明明是第一次进入莫凤栖之房内,顾青莲却好像来了数百次一般,房中种种看在眼内都熟悉无比。
直到她的视线触及供在屋角的一盆净水莲花,思维第二次地停顿了。
不知该用什么表情面对,顾青莲又一次笑不出来了。
恍恍惚惚地上前,手刚在犹自沾着露水的莲花花瓣上轻触,却听见“喀”一声轻响,之后便是机关启动的轧轧声。

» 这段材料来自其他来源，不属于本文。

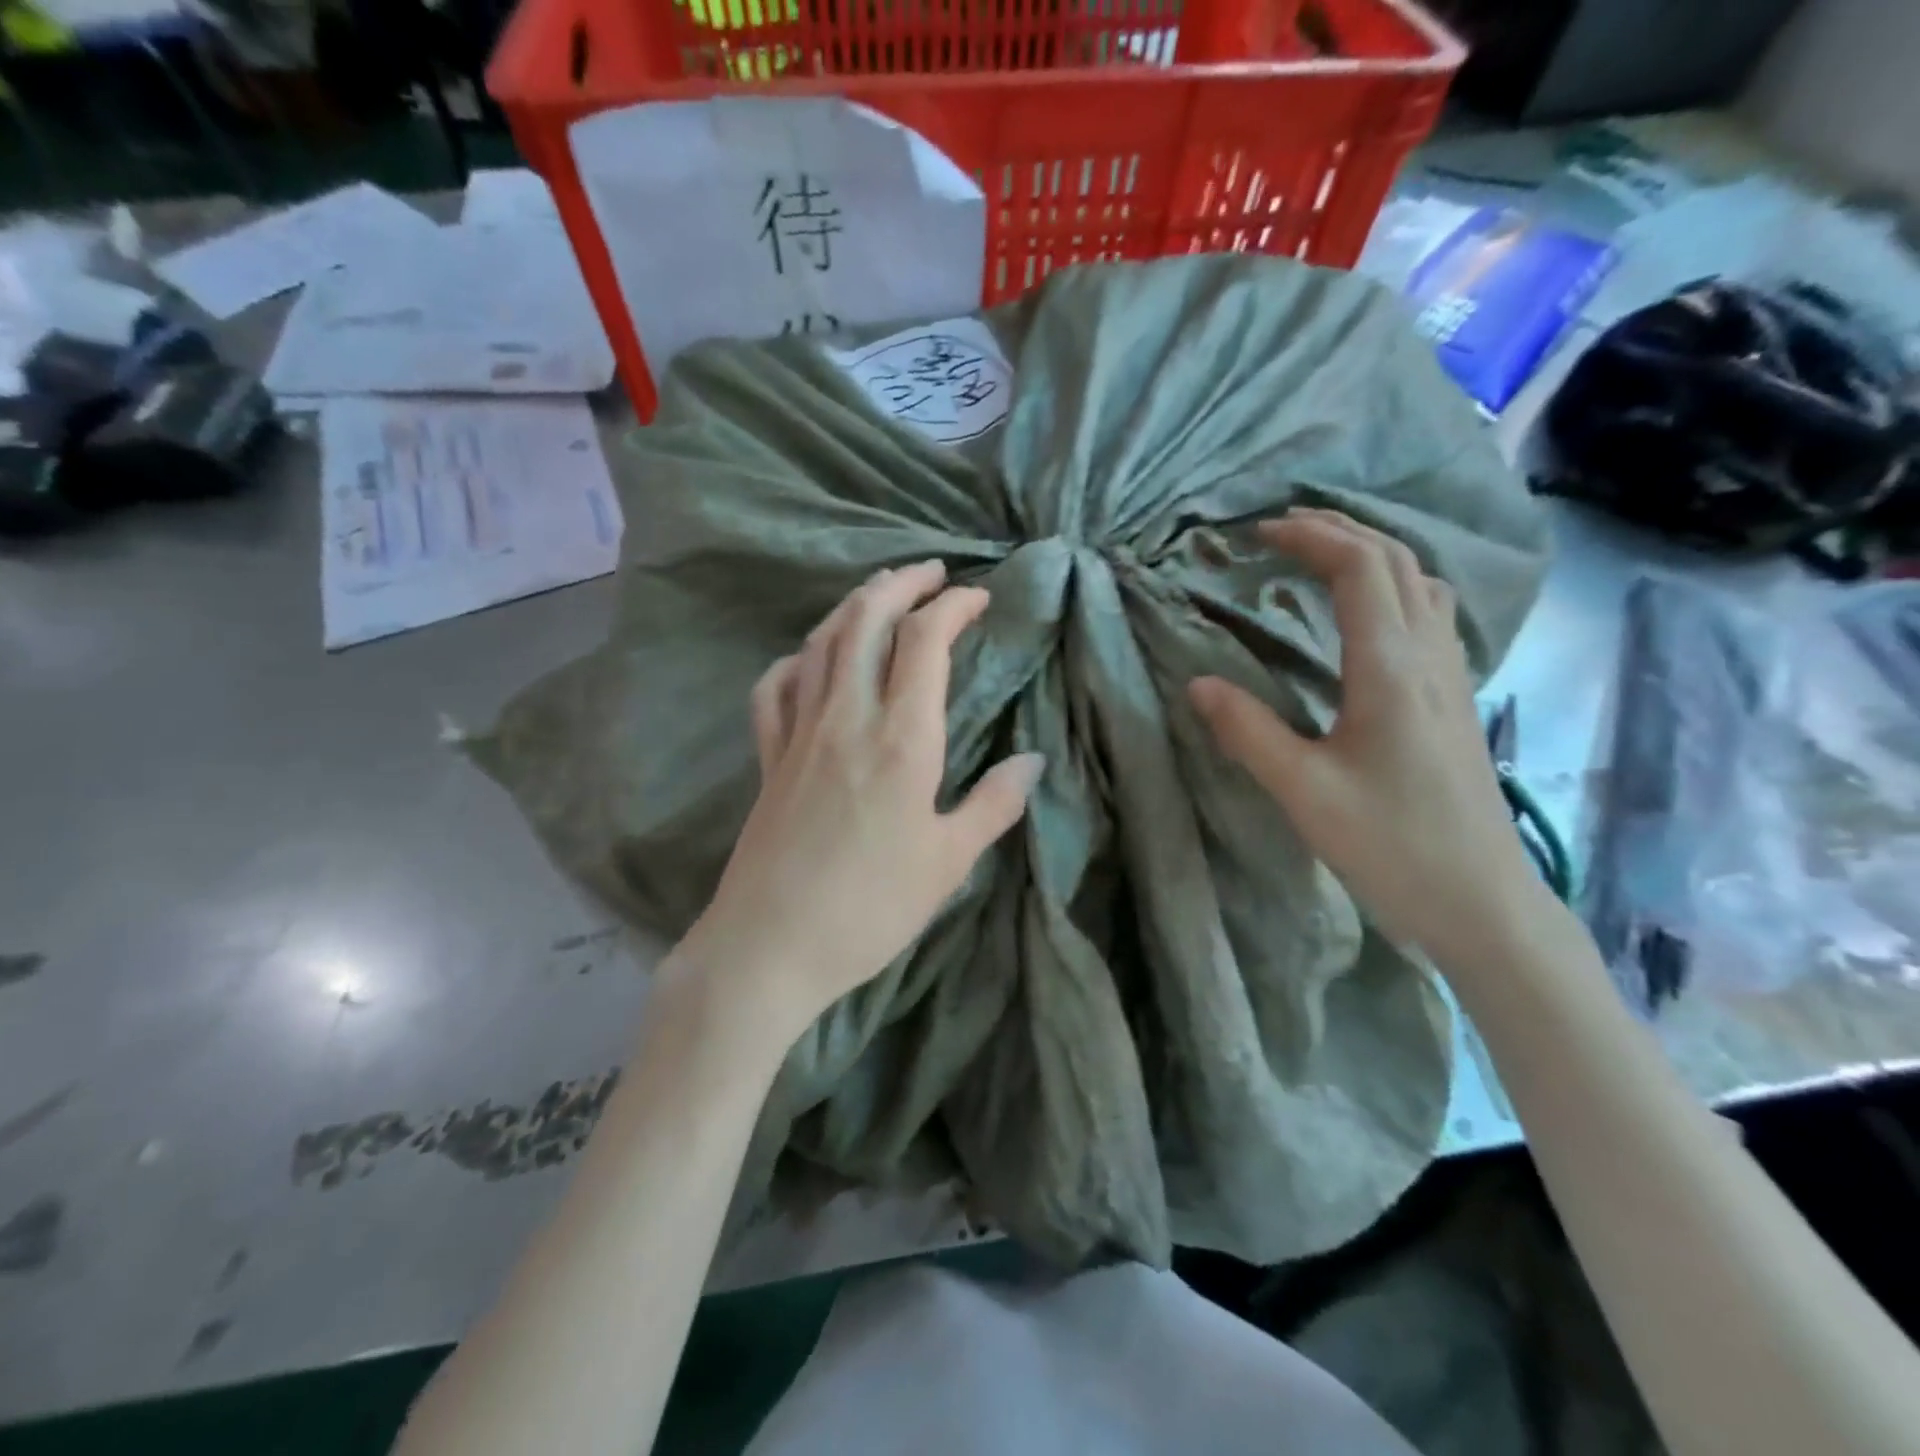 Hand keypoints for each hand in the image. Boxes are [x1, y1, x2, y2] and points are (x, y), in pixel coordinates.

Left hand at [682, 560, 1043, 1044]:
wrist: (769, 947)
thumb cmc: (870, 908)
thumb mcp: (949, 863)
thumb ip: (993, 805)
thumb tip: (1033, 762)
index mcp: (901, 739)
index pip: (925, 642)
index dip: (953, 607)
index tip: (978, 598)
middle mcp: (847, 718)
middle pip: (866, 621)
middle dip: (901, 584)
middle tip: (931, 571)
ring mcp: (799, 733)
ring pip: (821, 644)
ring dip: (853, 607)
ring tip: (879, 594)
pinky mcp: (768, 758)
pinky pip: (774, 688)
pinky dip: (796, 659)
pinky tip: (809, 659)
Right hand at [1188, 508, 1554, 974]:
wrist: (1482, 902)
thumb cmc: (1391, 846)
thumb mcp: (1303, 791)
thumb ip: (1247, 732)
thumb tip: (1198, 684)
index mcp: (1391, 669)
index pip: (1358, 569)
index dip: (1310, 537)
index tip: (1258, 533)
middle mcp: (1430, 658)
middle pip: (1396, 561)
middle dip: (1339, 530)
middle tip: (1282, 530)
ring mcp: (1453, 677)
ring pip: (1421, 584)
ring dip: (1372, 554)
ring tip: (1321, 559)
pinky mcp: (1456, 701)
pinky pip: (1430, 616)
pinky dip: (1393, 588)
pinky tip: (1367, 617)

顾青莲有些意外地转过身去,便见一幅挂着的莲花图已然移至一边,露出一个黑黝黝的洞口来。
考虑片刻,她便闪身入内,等她进入之后,身后的门竟重又合拢,看来只能一直往前。
甬道中十分黑暗,视线不明,隐约传入鼻端的,是阴湿腐烂的味道。
竟像是盟中刑堂的暗牢。
若说是暗牢,入口又为何会在莫凤栖的卧房之内。
思索之下,顾青莲还是难以得到答案。看来唯一能让她得知真相的方法,便只有继续向里走。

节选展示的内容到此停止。